La presenza dell’Africa all’Expo di Milano non è casuale. L’Africa corre il serio rischio di diventare il granaio del pianeta nei prossimi decenni.
Il continente, tolte zone protette e forestali, detiene oltre il 50% delle terre coltivabili ancora non sfruttate del pianeta. Un potenziale che va di pari passo a quello delle risorse d’acqua ancora non sfruttate. Secondo gli ultimi studi, l’Africa utilizza il 2% delle proprie risorse idriche rinnovabili a fronte di una media planetaria superiore al 5%. La vastità del suo territorio e dei suoi ambienti e climi, permette inoltre la realizzazione di colture di ogni tipo.

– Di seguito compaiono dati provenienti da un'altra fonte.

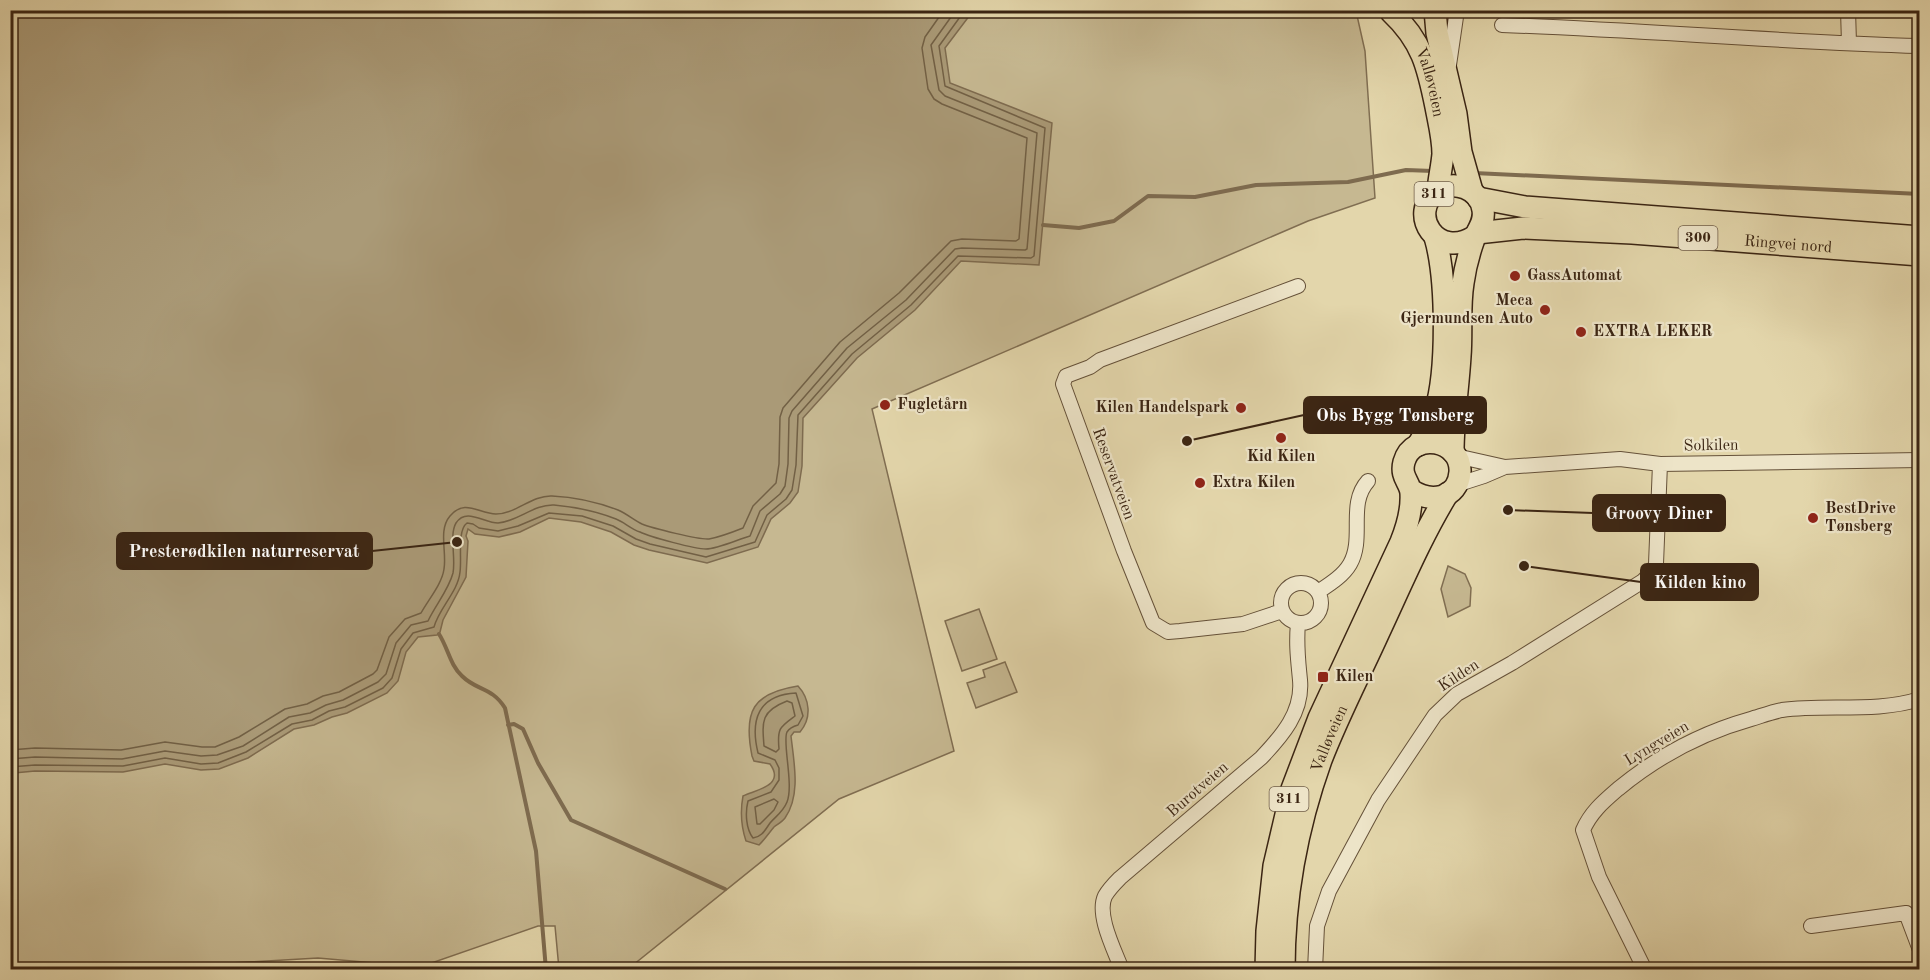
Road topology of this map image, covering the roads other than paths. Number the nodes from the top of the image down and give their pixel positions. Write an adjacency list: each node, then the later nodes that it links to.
1 (1425, 10): 5 (main road, 311)
2 (1435, 10): 9 (main road)
3 (1456, 10): 9 (street)
4 (1848, 10): 7 (street)
5 (1391, 11): 10 (main road, Valløveien / 311)
6 (1502, 26): 7 (street)
7 (1849, 43): 8 (street)
8 (1920, 46)
9 (1448, 76): 11 (main road)
10 (1440, 178): 11 (main road, 311); 13 (main road, Valløveien / 311)
11 (1471, 184): 12 (main road); 14 (main road, Ringvei nord / 300)
12 (1476, 235): 13 (main road); 15 (main road, Ringvei nord / 300); 18 (main road)
13 (1435, 237): 17 (main road, Valløveien / 311)
14 (1920, 237)
15 (1920, 255)
16 (1298, 286): 26 (street, Reservatveien)
17 (1418, 445): 18 (main road); 24 (main road, Valløveien / 311)
18 (1455, 454): 21 (street, Solkilen); 23 (main road)
19 (1920, 460): 20 (street, Solkilen)
20 (1660, 464): 21 (street, Solkilen); 34 (street, Kilden)
21 (1505, 467): 23 (street, Solkilen)
22 (1368, 481): 25 (street)
23 (1452, 489): 24 (main road); 33 (main road, Valløveien / 311)
24 (1411, 490): 32 (main road, Valløveien / 311)
25 (1318, 592): 26 (street); 27 (street)
26 (1282, 611): 27 (street)
27 (1298, 623): 31 (street, Burotveien)
28 (1920, 699): 35 (street, Lyngveien)
29 (1811, 927): 30 (street)
30 (1920, 950)
31 (1122, 969)
32 (1266, 969)
33 (1284, 969)
34 (1315, 969)
35 (1645, 969)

Una situazione che ha portato vari governi e multinazionali del pianeta a investire e a comprare terreni a sud del Sahara. Ma anche gli Africani hanno capito che il settore agroalimentare può diventare la chiave del loro sviluppo e, dopo anni di abbandono e trascuratezza, l’agricoltura è ora considerata la risorsa del continente.

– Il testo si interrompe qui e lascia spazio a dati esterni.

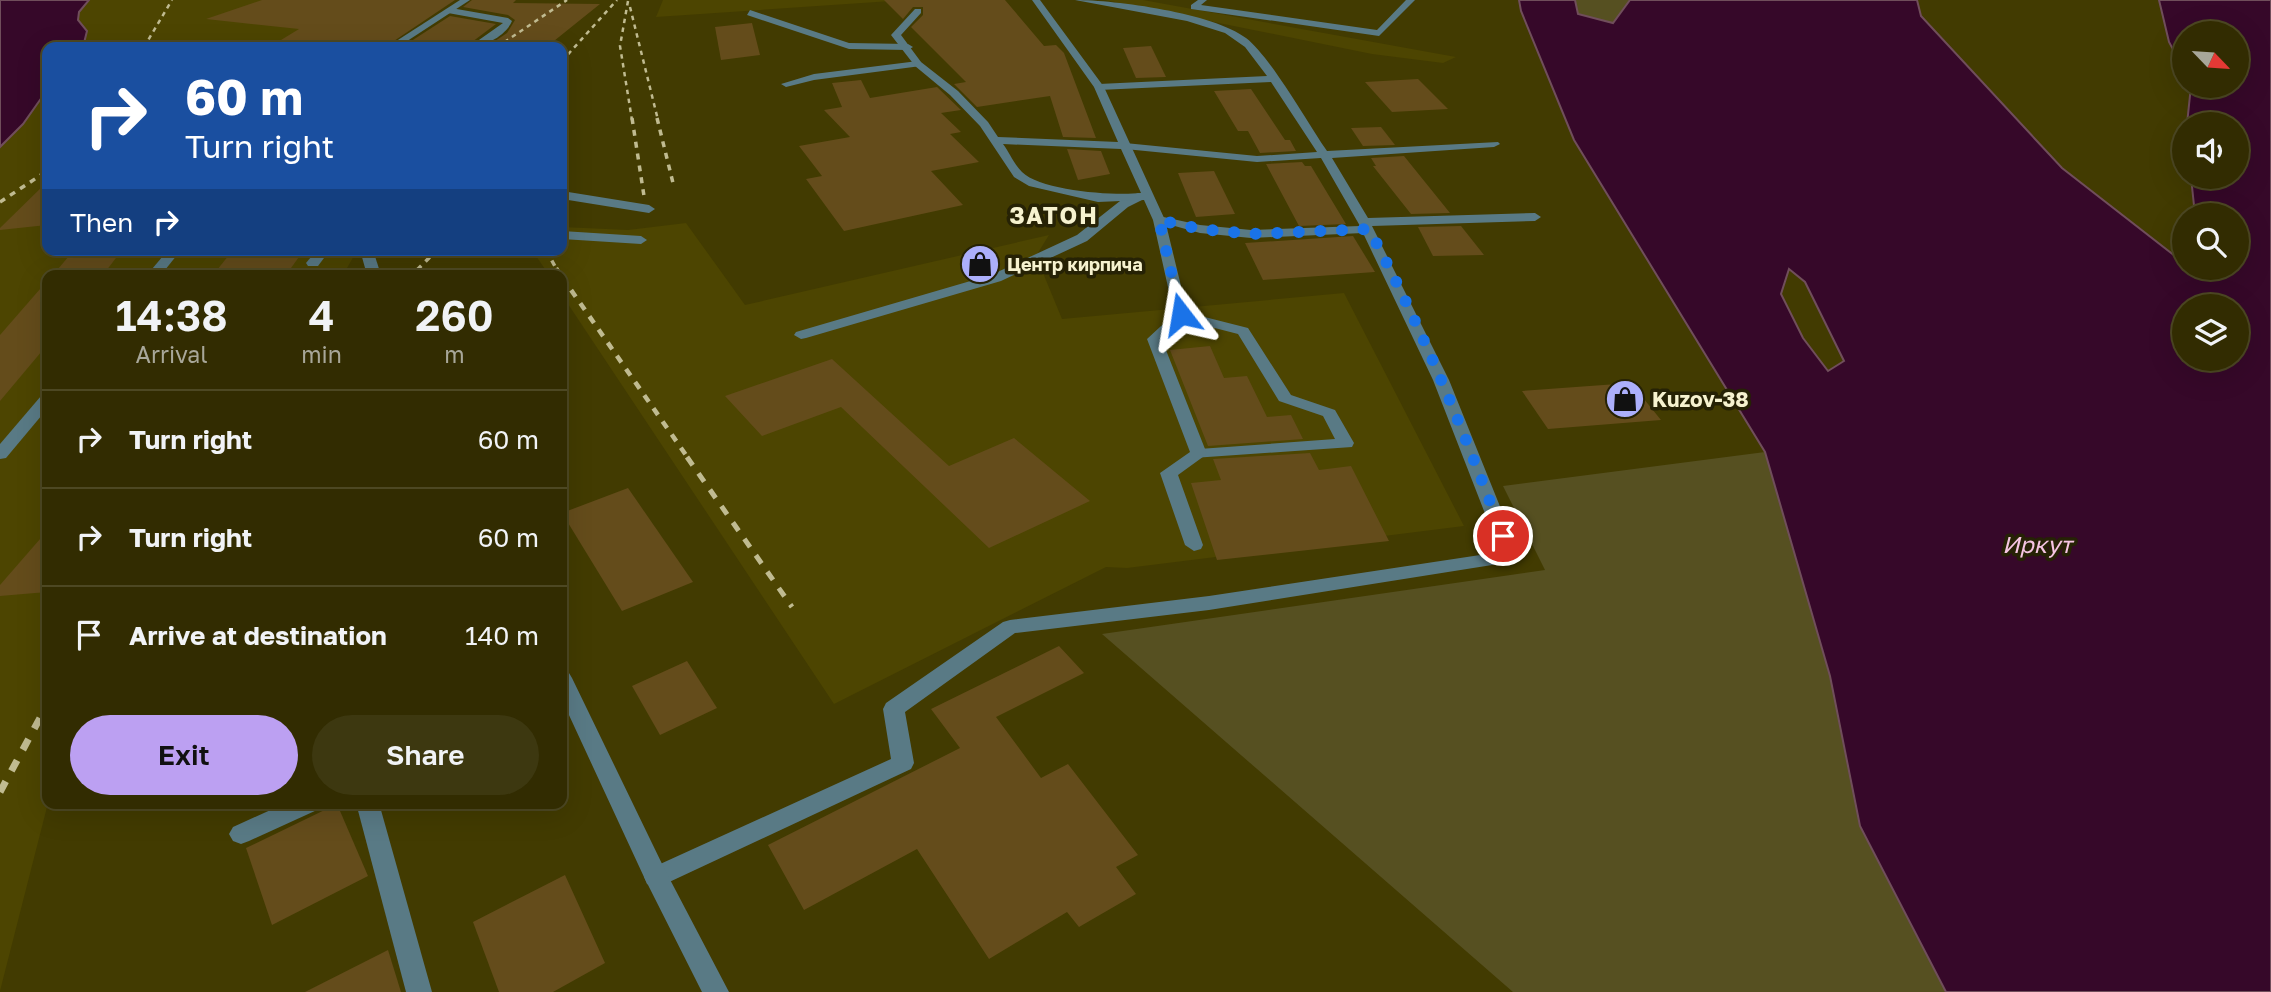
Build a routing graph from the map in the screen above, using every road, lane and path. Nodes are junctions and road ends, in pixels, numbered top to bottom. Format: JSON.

Sacrificata sull’altare della crescita industriale, della sete di materie prime e della finanza, l’agricoltura è tornata ad attirare l’attenzione di governi e comunità economica, ma anche di donors per lo sviluppo. In un continente dove il settore agricolo e quello dell’agribusiness contribuiscono rispettivamente al 25% e al 20% del Pil, occupando oltre il 60% (con punte dell’80%) della forza lavoro, è evidente che ha poco senso parlare di reale sviluppo, di crescita inclusiva o di miglioramenti dell’economia se non si affronta il cuore del settore cardine da cui dipendono i destini di centinaia di milioni di persone.
A spingere i governi africani a guardare con rinnovato interesse al settore agroalimentare vi sono poi nuovi fattori sociali collegati allo sviluppo africano. Con la crescita economica continua e sostenuta che si registra da almeno un decennio, l’Africa sta vedendo crescere la sua popolazione oggi oltre il miliardo, destinato a toccare i due miliardi entro il 2050. Parallelamente sta crescendo la cosiddetta classe media africana, sempre più costituita da persone inurbate che, grazie alle migliori condizioni economiche, cercano anche di migliorare la loro dieta.
La Banca mondiale, in un recente rapporto intitolato Coltivando l’Africa, sbloccare il potenziale dell’agribusiness, ha dato un valore al futuro del settore agricolo africano: 1 trilione di dollari entro il 2030, ovvero un giro d’affari di 1.000 miliardi di dollari per la sola Africa subsahariana. Il mercato alimentare urbano in Africa è, secondo gli esperti, destinato a quadruplicarsi nell’arco dei prossimi anni fino a superare, entro il 2030, un giro d’affari di 400 miliardi di dollari.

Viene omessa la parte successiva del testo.